Troy held his breath and tried to remain calm while the doctor pumped the rubber bulb. The inflatable band swelled around his bicep until it pinched his skin. He wasn’t sure if slowing his breathing and steadying his pulse affected his blood pressure, but he had a strong urge to impress the man in the white coveralls. He wanted his numbers to come back normal.

His arm throbbed a few beats while the needle bounced and the air hissed out.

“Eighty over fifty.” The band made a ripping sound as it was torn loose. Troy rubbed the spot where his skin had been pinched.

“Is that okay?”

The doctor made a note on his clipboard. “It’s low, but not outside the norm.” Behind him, his assistant labeled a cup of dark gray urine before placing it inside a small fridge. Troy caught sight of a half-eaten sandwich among the samples, not even wrapped.

He looked down at his bare knees sticking out of the blue paper gown. His legs were pale and seemed smaller than he remembered. Bony. He felt the urge to pee but had already gone as much as he could.

“I still can’t make a fist,” he told the doctor, working his fingers in and out.

“That’s perfectly normal. Your strength will return. Look into the light, please.”

Troy followed the bright beam and tried not to blink.

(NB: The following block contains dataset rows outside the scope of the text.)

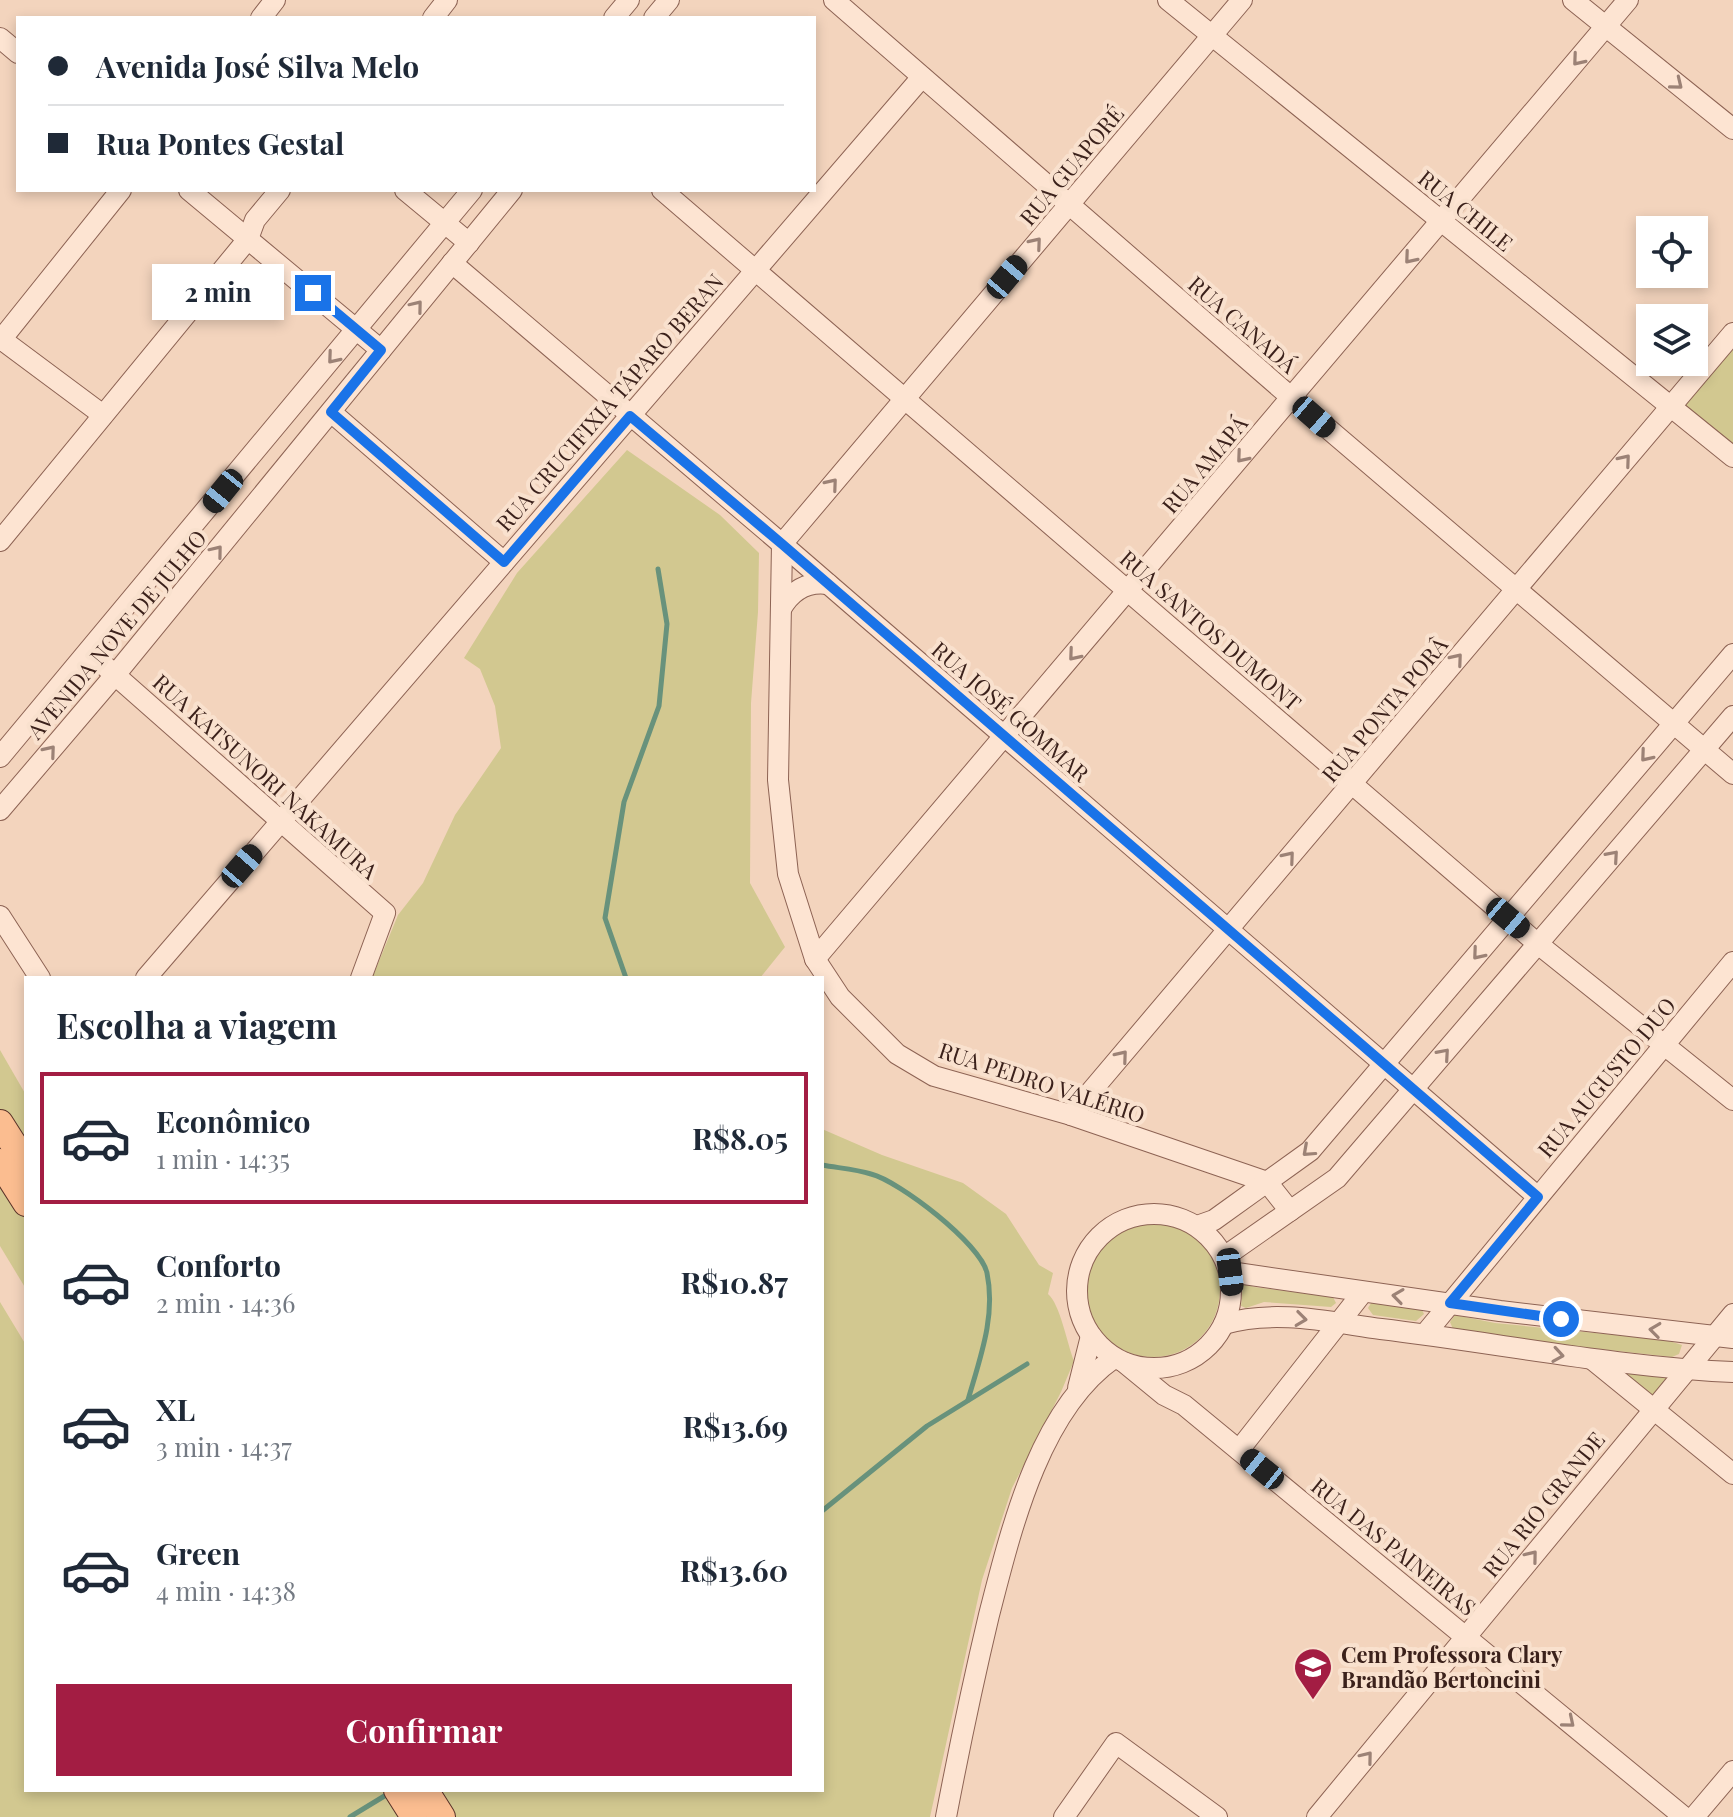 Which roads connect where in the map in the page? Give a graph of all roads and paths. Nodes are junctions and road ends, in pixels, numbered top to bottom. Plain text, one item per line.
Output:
1 (447, 0) edge
2 (629, 0) edge
3 (669, 0) edge
4 (834, 0) edge
5 (1168, 0) edge
6 (1242, 0) edge
7 (1573, 0) edge
8 (1628, 0) edge
9 (435, 16) edge
10 (616, 16) edge
11 (656, 16) edge
12 (1606, 26) junction
13 (1212, 35) junction
14 (0, 38) edge
15 (16, 51) edge
16 (922, 77) junction
17 (1733, 129) edge
18 (119, 192) edge
19 (191, 192) edge
20 (278, 192) edge
21 (407, 192) edge
22 (470, 192) edge
23 (510, 192) edge
24 (664, 192) edge
25 (1069, 204) junction
26 (1441, 221) junction
27 (445, 223) junction
28 (248, 239) junction
29 (469, 243) junction
30 (452, 263) junction
31 (755, 270) junction
32 (356, 330) junction
33 (1733, 333) edge
34 (1, 340) edge
35 (381, 350) junction
36 (1292, 398) junction
37 (905, 399) junction
38 (1671, 407) junction
39 (331, 412) junction
40 (103, 415) junction
41 (630, 416) junction
42 (1733, 457) edge
43 (0, 541) edge
44 (782, 544) junction
45 (504, 562) junction
46 (828, 584) junction
47 (1516, 590) junction
48 (1128, 591) junction
49 (781, 609) junction
50 (89, 652) junction
51 (1733, 654) edge
52 (115, 675) junction
53 (1733, 716) edge
54 (1673, 724) junction
55 (1004, 738) junction
56 (1704, 750) junction
57 (0, 757) edge
58 (1733, 774) edge
59 (1352, 783) junction
60 (0, 810) edge
61 (281, 821) junction
62 (0, 916) edge
63 (1508, 918) junction
64 (1228, 930) junction
65 (1538, 944) junction
66 (815, 959) junction
67 (1733, 962) edge
68 (39, 976) edge
69 (148, 976) edge
70 (362, 976) edge
71 (1665, 1045) junction
72 (1384, 1065) junction
73 (1414, 1090) junction
74 (1733, 1100) edge
75 (1071, 1115) junction
76 (0, 1123) edge
77 (24, 1161) edge
78 (0, 1162) edge
79 (1267, 1182) junction
80 (1538, 1197) junction
81 (24, 1200) edge
82 (1290, 1211) junction
83 (1197, 1226) junction
84 (1227, 1264) junction
85 (1363, 1292) junction
86 (1450, 1303) junction
87 (1733, 1314) edge
88 (1338, 1323) junction
89 (1224, 1324) junction
90 (1425, 1334) junction
91 (1091, 1336) junction
92 (1723, 1338) edge
93 (1120, 1360) junction
94 (1593, 1360) junction
95 (1177, 1365) junction
96 (1685, 1370) junction
97 (1733, 1372) edge
98 (1077, 1392) junction
99 (1184, 1405) junction
100 (1654, 1408) junction
101 (1239, 1450) junction
102 (1733, 1474) edge
103 (1466, 1636) junction
104 (1733, 1771) edge
105 (400, 1792) edge
106 (426, 1792) edge
107 (432, 1816) edge
108 (946, 1817) edge
109 (1064, 1817) edge
110 (1217, 1817) edge
111 (1317, 1817) edge
112 (1684, 1817) edge
113 (1694, 1817) edge

1 - 9 street
2 - 10 street
3 - 11 street
4 - 16 street, RUA CANADÁ
5 - 13 street, RUA CHILE
6 - 13 street, RUA GUAPORÉ
7 - 12 street
8 - 12 street, RUA AMAPÁ
12 -> 17 street
12 -> 26 street, RUA AMAPÁ
13 - 25 street, RUA GUAPORÉ
13 - 26 street, RUA CHILE
14 - 15 street
16 - 25 street, RUA CANADÁ
16 - 31 street, RUA CRUCIFIXIA TÁPARO BERAN
18 - 34 street
19 - 28 street
20 - 28 street
21 - 27 street
22 - 27 street, AVENIDA NOVE DE JULHO
23 - 29 street, AVENIDA NOVE DE JULHO
24 - 31 street, RUA SANTOS DUMONT
25 - 36 street, RUA CANADÁ
37 -> 25 street, RUA GUAPORÉ
26 -> 36 street, RUA AMAPÁ
26 - 38 street, RUA CHILE
27 - 29 street
27 - 32 street, AVENIDA NOVE DE JULHO
28 - 32 street
28 - 40 street
29 - 30 street, AVENIDA NOVE DE JULHO
35 -> 30 street, AVENIDA NOVE DE JULHO
30 - 41 street, RUA JOSÉ GOMMAR
31 - 37 street, RUA SANTOS DUMONT
31 - 41 street, RUA CRUCIFIXIA TÁPARO BERAN
32 - 35 street
32 -> 50 street, AVENIDA NOVE DE JULHO
33 - 38 street, RUA PONTA PORÂ
34 - 40 street
35 - 39 street, AVENIDA NOVE DE JULHO
36 - 47 street, RUA CANADÁ
36 -> 48 street, RUA AMAPÁ
44 -> 37 street, RUA GUAPORÉ
37 - 48 street, RUA SANTOS DUMONT
38 - 42 street, RUA CHILE
47 -> 38 street, RUA PONTA PORÂ
39 - 45 street
52 -> 39 street, AVENIDA NOVE DE JULHO
40 - 43 street
41 - 44 street, RUA JOSÉ GOMMAR
41 - 45 street, RUA CRUCIFIXIA TÁPARO BERAN
44 - 46 street, RUA JOSÉ GOMMAR
44 - 49 street, RUA PEDRO VALÉRIO
45 - 61 street, RUA CRUCIFIXIA TÁPARO BERAN
46 - 49 street
46 - 55 street, RUA JOSÉ GOMMAR
47 - 54 street, RUA CANADÁ
59 -> 47 street, RUA PONTA PORÂ
48 -> 55 street, RUA AMAPÁ
48 - 59 street, RUA SANTOS DUMONT
49 - 66 street, RUA PEDRO VALÉRIO
50 - 52 street, RUA KATSUNORI NAKAMURA
50 - 57 street, AVENIDA NOVE DE JULHO
51 - 54 street
60 -> 52 street, AVENIDA NOVE DE JULHO
52 - 61 street, RUA KATSUNORI NAKAMURA
53 - 56 street
54 - 56 street, RUA CANADÁ
54 -> 63 street
55 - 64 street, RUA JOSÉ GOMMAR
55 - 66 street, RUA AMAPÁ
56 - 58 street, RUA CANADÁ
65 -> 56 street
59 - 63 street, RUA SANTOS DUMONT
64 -> 59 street, RUA PONTA PORÂ
61 - 69 street, RUA CRUCIFIXIA TÁPARO BERAN
61 - 70 street, RUA KATSUNORI NAKAMURA
62 - 68 street
63 - 65 street, RUA SANTOS DUMONT
63 -> 72 street
64 - 72 street, RUA JOSÉ GOMMAR
75 -> 64 street, RUA PONTA PORÂ
65 - 71 street, RUA SANTOS DUMONT
73 -> 65 street
66 - 75 street, RUA PEDRO VALÉRIO
67 - 71 street, RUA AUGUSTO DUO
71 - 74 street, RUA SANTOS DUMONT
71 - 80 street, RUA AUGUSTO DUO
72 - 73 street, RUA JOSÉ GOMMAR
72 -> 79 street
73 - 80 street, RUA JOSÉ GOMMAR
73 - 82 street
75 - 79 street, RUA PEDRO VALÉRIO
76 - 77 main road
78 - 81 main road
79 - 82 street
79 - 83 street
80 - 86 street, RUA AUGUSTO DUO
82 - 84 street
83 - 84 street
83 - 91 street
84 - 85 street
84 - 89 street
86 -> 85 street
85 - 88 street
86 - 90 street, RUA AUGUSTO DUO
92 -> 86 street
87 - 92 street
89 -> 88 street
88 - 90 street
88 - 101 street
89 - 95 street
90 -> 94 street
91 - 93 street
91 - 98 street
92 - 96 street, RUA RIO GRANDE
93 - 95 street
93 - 98 street
93 - 99 street, RUA DAS PAINEIRAS
94 - 96 street
94 - 100 street
95 - 99 street
96 - 97 street
96 - 100 street, RUA RIO GRANDE
98 - 108 street
99 - 101 street, RUA DAS PAINEIRAS
100 - 102 street
103 -> 100 street, RUA RIO GRANDE
101 - 103 street, RUA DAS PAINEIRAS
111 -> 103 street, RUA RIO GRANDE
103 -> 112 street, RUA DAS PAINEIRAS
104 - 113 street
105 - 107 main road
106 - 107 main road
109 - 110 street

“How long have you been doing this?” he asked the doctor.

“You’re my third coming out. I’ve put two under.” He lowered the light and smiled at Troy. “I’ve only been out myself for less than a month. I can tell you that the strength will return.”

Troy nodded. The doctor’s assistant came over and handed him another pill and a cup of water. Troy hesitated. He stared down at the little blue capsule nestled in the crease of his lifeline.

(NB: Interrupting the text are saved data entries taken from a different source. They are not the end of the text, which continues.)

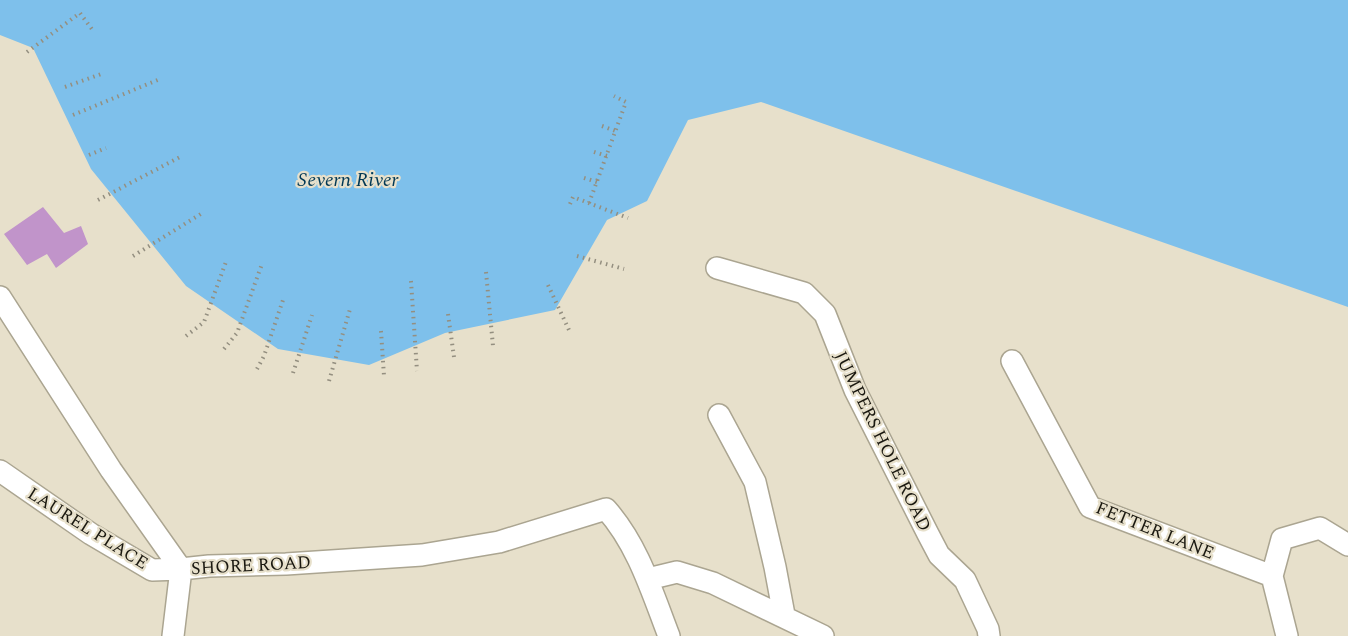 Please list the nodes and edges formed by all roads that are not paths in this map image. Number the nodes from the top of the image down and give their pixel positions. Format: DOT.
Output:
graph roads {
  1 [pos="717,268"];
  2 [pos="0,297"];
  3 [pos="1012,361"];
  4 [pos="719,415"];
  5 [pos="0,471"];
  6 [pos="1348,545"];
  7 [pos="181,569"];
  8 [pos="1272,576"];
  9 [pos="648,579"];
  10 [pos="784,615"];
  11 [pos="172,636"];
  12 [pos="669,636"];
  13 [pos="823,636"];
  14 [pos="989,636"];
  15 [pos="1287,636"];
  1 -- 14 [label="street, JUMPERS HOLE ROAD"];
  2 -- 7 [label="street, SHORE ROAD"];
  3 -- 8 [label="street, FETTER LANE"];
  4 -- 10 [label="street"];
  5 -- 7 [label="street, LAUREL PLACE"];
  6 -- 8 [label="street"];
  7 -- 9 [label="street, SHORE ROAD"];
  7 -- 11 [label="street"];
  8 -- 15 [label="street"];
  9 -- 10 [label="street"];
  9 -- 12 [label="street"];
  10 -- 13 [label="street"];
}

“A double dose this morning,” the doctor said, “and then you’ll be given one with breakfast and dinner. Please do not skip a treatment.”

Troy looked up. “What happens if I don’t take it?”

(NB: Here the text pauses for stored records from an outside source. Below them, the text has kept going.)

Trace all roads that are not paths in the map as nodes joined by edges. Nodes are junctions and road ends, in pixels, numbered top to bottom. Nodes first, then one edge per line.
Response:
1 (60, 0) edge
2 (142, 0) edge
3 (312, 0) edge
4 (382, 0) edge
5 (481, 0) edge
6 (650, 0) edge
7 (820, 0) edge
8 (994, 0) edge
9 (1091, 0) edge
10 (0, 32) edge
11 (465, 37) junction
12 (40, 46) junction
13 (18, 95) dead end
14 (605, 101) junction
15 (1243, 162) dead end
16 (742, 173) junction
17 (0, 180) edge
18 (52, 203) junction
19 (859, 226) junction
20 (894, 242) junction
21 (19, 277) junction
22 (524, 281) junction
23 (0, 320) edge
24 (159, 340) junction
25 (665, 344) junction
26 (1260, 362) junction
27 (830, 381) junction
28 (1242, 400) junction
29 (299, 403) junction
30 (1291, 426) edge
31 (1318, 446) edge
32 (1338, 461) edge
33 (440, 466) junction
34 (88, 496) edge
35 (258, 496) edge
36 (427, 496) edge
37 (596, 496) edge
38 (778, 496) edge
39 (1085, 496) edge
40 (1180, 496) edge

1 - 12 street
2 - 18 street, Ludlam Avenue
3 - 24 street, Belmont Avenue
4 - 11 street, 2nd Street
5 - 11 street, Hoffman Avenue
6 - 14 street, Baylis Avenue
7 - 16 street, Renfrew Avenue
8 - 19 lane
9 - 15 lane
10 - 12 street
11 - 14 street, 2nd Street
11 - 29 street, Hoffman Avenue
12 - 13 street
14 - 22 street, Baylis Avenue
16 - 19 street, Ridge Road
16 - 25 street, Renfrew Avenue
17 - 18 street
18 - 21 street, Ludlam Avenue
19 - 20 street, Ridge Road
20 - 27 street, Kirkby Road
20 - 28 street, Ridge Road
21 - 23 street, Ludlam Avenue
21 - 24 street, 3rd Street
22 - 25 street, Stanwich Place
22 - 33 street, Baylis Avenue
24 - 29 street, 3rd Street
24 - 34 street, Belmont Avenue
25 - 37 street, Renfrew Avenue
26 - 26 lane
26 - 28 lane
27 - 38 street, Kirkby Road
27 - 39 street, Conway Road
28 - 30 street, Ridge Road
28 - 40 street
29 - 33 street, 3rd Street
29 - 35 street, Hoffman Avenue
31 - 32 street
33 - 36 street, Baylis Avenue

The doctor shook his head and frowned, but didn’t say anything.

Troy popped the pill in his mouth and chased it with the water. The cup looked identical to the one he’d peed in. He hoped they washed them thoroughly. A bitterness slid down his throat.

“One of my assistants will bring you some clothes and a fluid meal to kick-start your gut. If you have any dizziness or chills, you’re to call me at once. Otherwise, we’ll see you back here in six months.” The doctor made a note, then chuckled. “Well, someone else will see you. My shift will be over.”

“Okay.” Troy shivered. The doctor looked up from his clipboard.

“You’re not cold, are you? I keep it a little extra warm in here.”

Troy hesitated before answering. “No, doctor. I’m not cold. Not anymore.”

????

Troy entered the lift at the end of the hall, his legs still weak, and studied the array of numbered buttons. The orders they’d given him included directions to his office, but he vaguely remembered how to get there. Much of his orientation had survived the decades of sleep; it was other items that seemed to be slipping away.

Memory wasn’t supposed to work like this. He felt as though he were on a ship beset by fog. There were breaks where he could spot the shoreline, the recent past, but much of what lay inland was obscured. Voices rang out, drifting over the water. Troy sensed bad things happening to the people deep in the woods.

The doors to the lift closed automatically, and he shook away the image. His apartment was on thirty-seven; he remembered that. His office was on thirty-four. He reached for a button, intending to head straight to his desk, and instead found his hand sliding up to the very top. He still had a few minutes before he needed to be anywhere, and he felt some strange urge, some tug, to get as high as possible, to rise through the soil pressing in from all sides.